- AGO. 18, 2008 - Foto - Sucesos - EL UNIVERSO
Rubén, de 34 años, trabaja desde hace nueve meses como guardia de seguridad en un local de comidas del norte. Señala que para conseguir el empleo solo presentó sus documentos de identidad, su récord policial y el certificado de la conscripción militar.
“Fue fácil entrar porque ni siquiera me pidieron un título de estudios”, manifiesta López, quien admite no estar preparado para reaccionar ante un caso de emergencia.
Esta situación es la que se intenta cambiar con el reglamento de la Ley de Seguridad Privada, la cual estipula que para ser custodio se debe recibir primero 120 horas de capacitación práctica y teórica. La intención, según la Policía, es profesionalizar a los guardias.

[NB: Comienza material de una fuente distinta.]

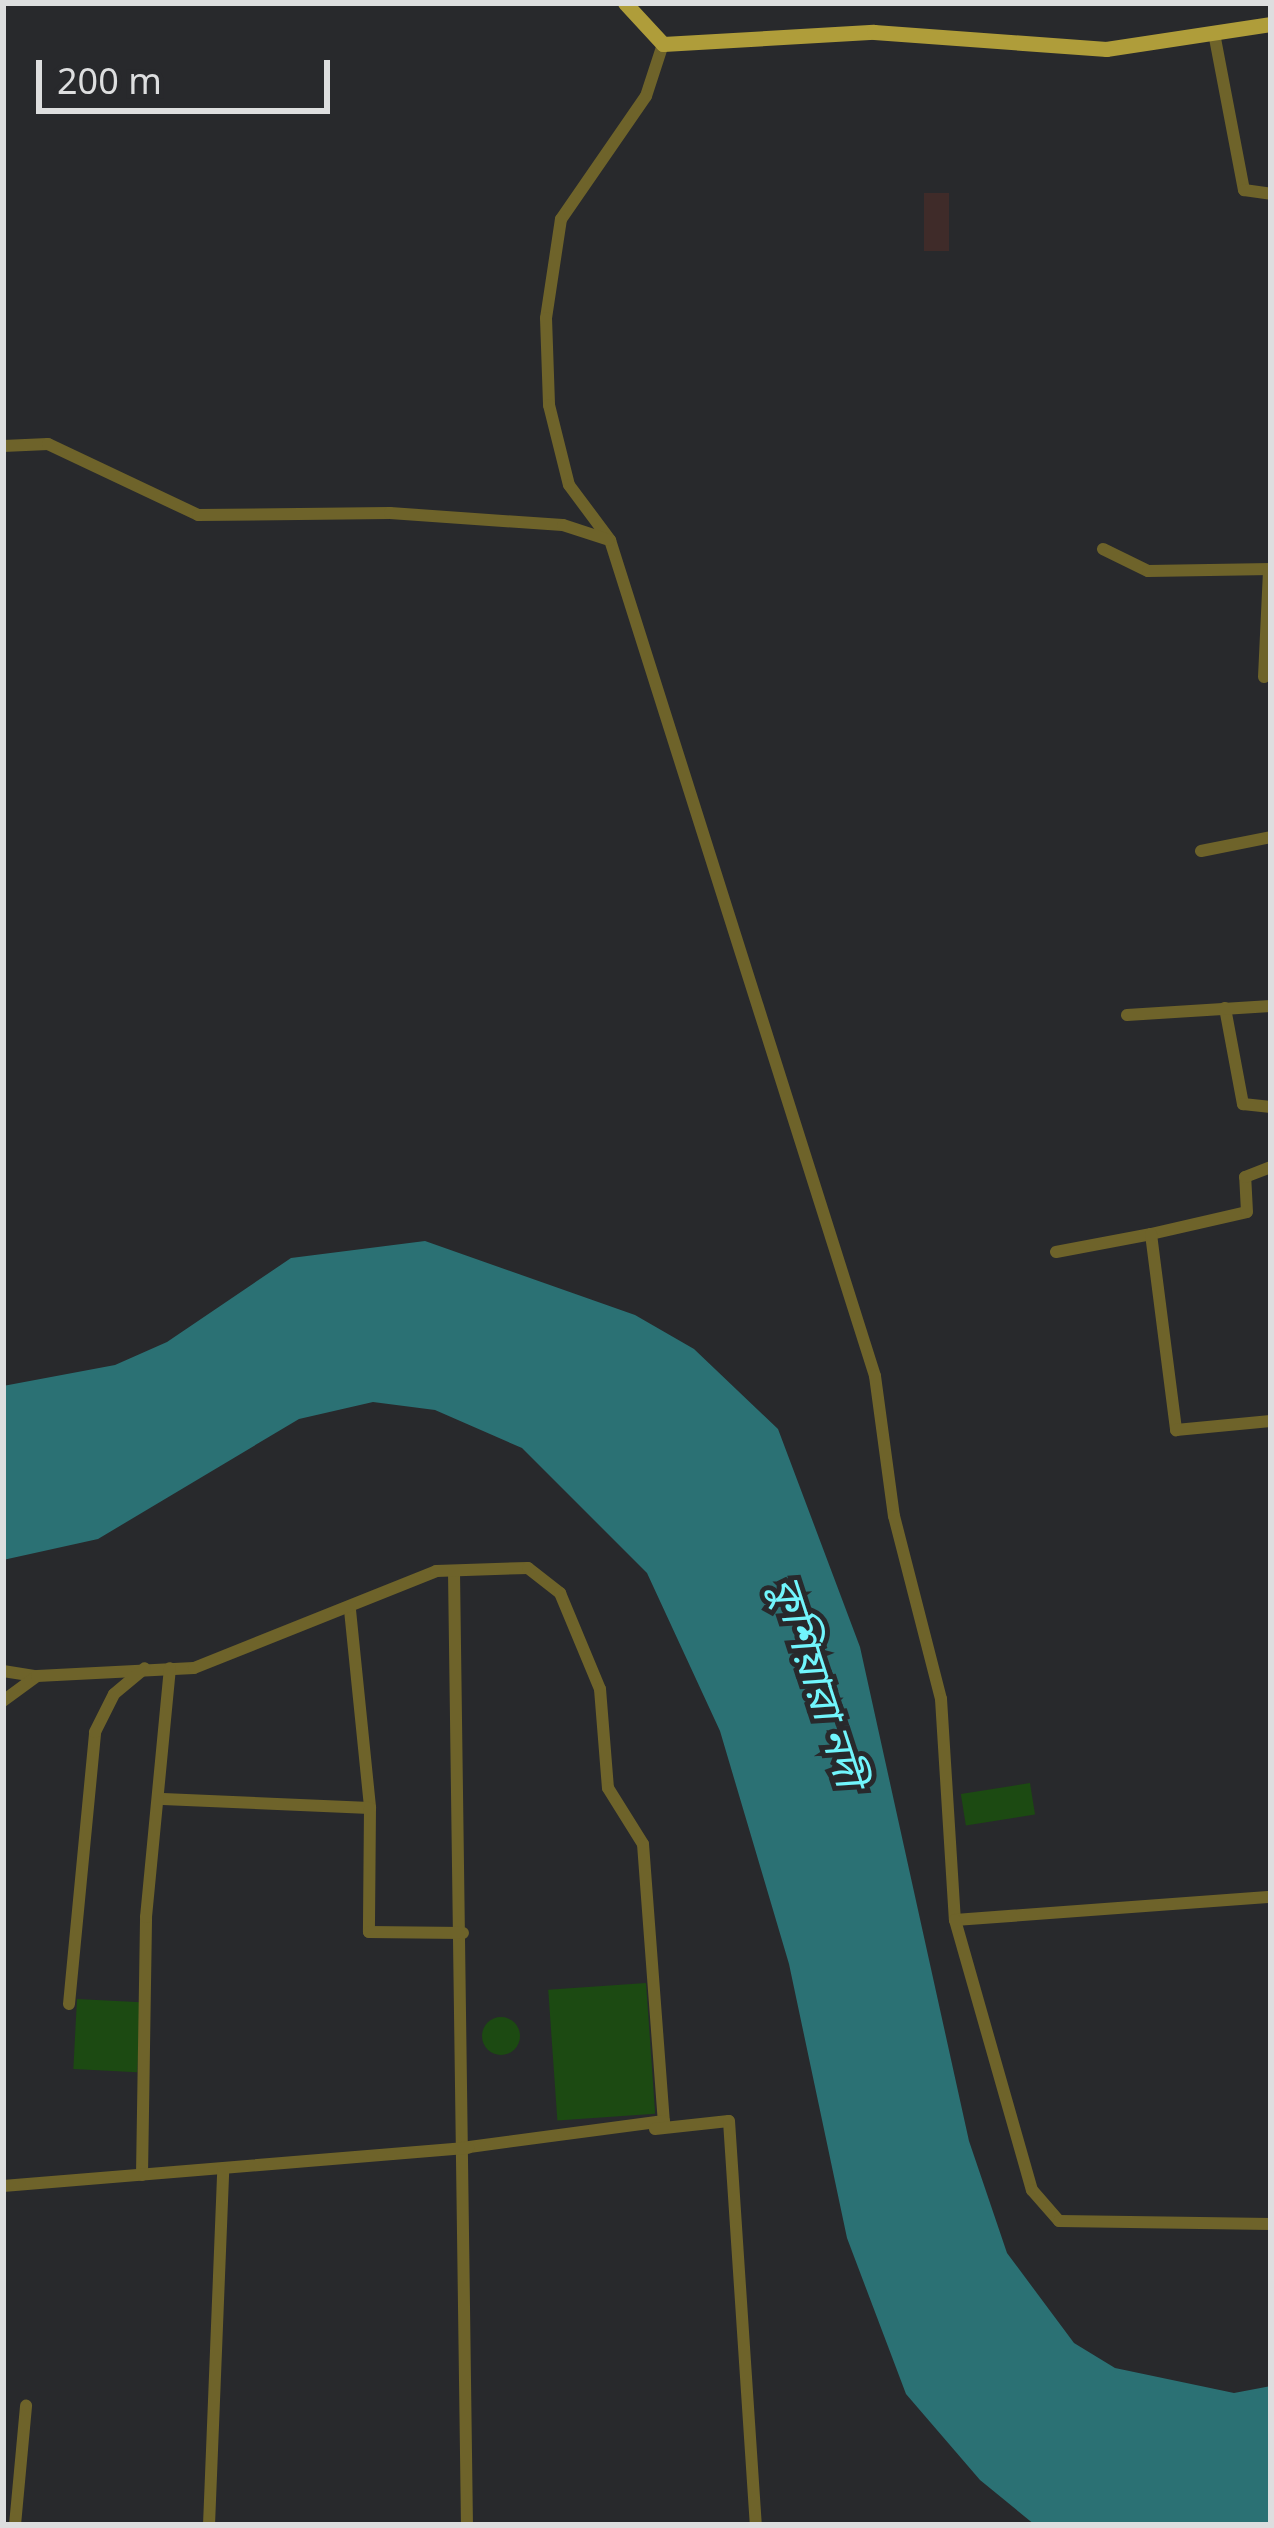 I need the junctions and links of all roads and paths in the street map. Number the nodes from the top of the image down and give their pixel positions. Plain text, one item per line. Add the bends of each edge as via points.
1 (625, 3) edge
2 (1271, 24) edge
3 (1214, 33) junction
4 (663, 44) junction
5 (1271, 194) edge
6 (3, 446) edge
7 (610, 540) junction
8 (1103, 549) dead end
9 (1270, 568) edge
10 (1269, 601) edge
11 (1264, 677) dead end
12 (1271, 837) edge
13 (1202, 851) dead end
14 (1271, 1006) edge
15 (1225, 1008) junction
16 (1127, 1015) dead end
17 (1271, 1107) edge
18 (1271, 1167) edge
19 (1151, 1234) junction
20 (1056, 1252) dead end
21 (1271, 1421) edge
22 (454, 1572) junction
23 (350, 1610) junction
24 (146, 1668) junction
25 (170, 1668) junction
26 (3, 1671) edge
27 (38, 1676) junction
28 (3, 1701) edge
29 (163, 1799) junction
30 (370, 1808) junction
31 (1271, 1898) edge
32 (955, 1920) junction
33 (463, 1933) junction
34 (69, 2004) dead end
35 (462, 2148) junction
36 (223, 2169) junction
37 (142, 2175) junction
38 (3, 2186) edge
39 (1271, 2224) edge
40 (26, 2406) dead end
41 (14, 2525) edge
42 (209, 2525) edge
43 (467, 2525) edge
44 (756, 2525) edge

1 - 4 main road
2 - 3 main road
3 - 4 main road via 1106,49 874,32
3 - 5 street via 1244,190
4 - 7 street via 646,96 561,219 548,296 560,457
6 - 7 street via 48,444 198,515 390,513 563,525
7 - 32 street via 875,1376 894,1516 940,1700
8 - 9 street via 1148,571
9 - 10 street
10 - 11 street
12 - 13 street
14 - 15 street
15 - 16 street
15 - 17 street via 1243,1104
18 - 19 street via 1245,1177 1247,1212
19 - 20 street
19 - 21 street via 1176,1430
22 - 23 street
22 - 33 street
22 - 35 street via 528,1568 560,1593 594,1664 608,1788 643,1844 650,1886 664,2121
23 - 25 street
23 - 30 street
24 - 25 street
24 - 27 street
24 - 34 street via 114,1694 95,1732
25 - 29 street
26 - 27 street
27 - 28 street
29 - 30 street
29 - 37 street via 146,1917
30 - 33 street via 369,1932
31 - 32 street
32 - 39 street via 1032,2190 1060,2221
33 - 35 street
35 - 36 street
35 - 43 street
35 - 44 street via 728,2121
36 - 37 street
36 - 42 street
37 - 38 street
40 - 41 street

No obstante, para Galo Estrella, presidente de Anesi (Asociación Nacional de Empresas de Seguridad e Investigación), alcanzar este objetivo tardaría “unos 5 o 15 años”.
“Este es un proyecto a largo plazo, empezando porque hay solo uno o dos centros de capacitación en seguridad, y para formar a 80.000 guardias, que son los que hay actualmente, necesitamos al menos 100 escuelas”, sostiene.
Estrella señala que una alternativa para acelerar este proceso es que dentro de la conscripción militar los jóvenes reciban el curso de seguridad de 120 horas.
Acota que hace 10 años ya propuso este proyecto a las Fuerzas Armadas, pero nunca se concretó el acuerdo.
Otra opción, indica, es que la preparación esté a manos de las unidades élite de la Policía, como el Grupo de Intervención y Rescate (GIR) o el Grupo de Operaciones Especiales (GOE) en sus propios cuarteles.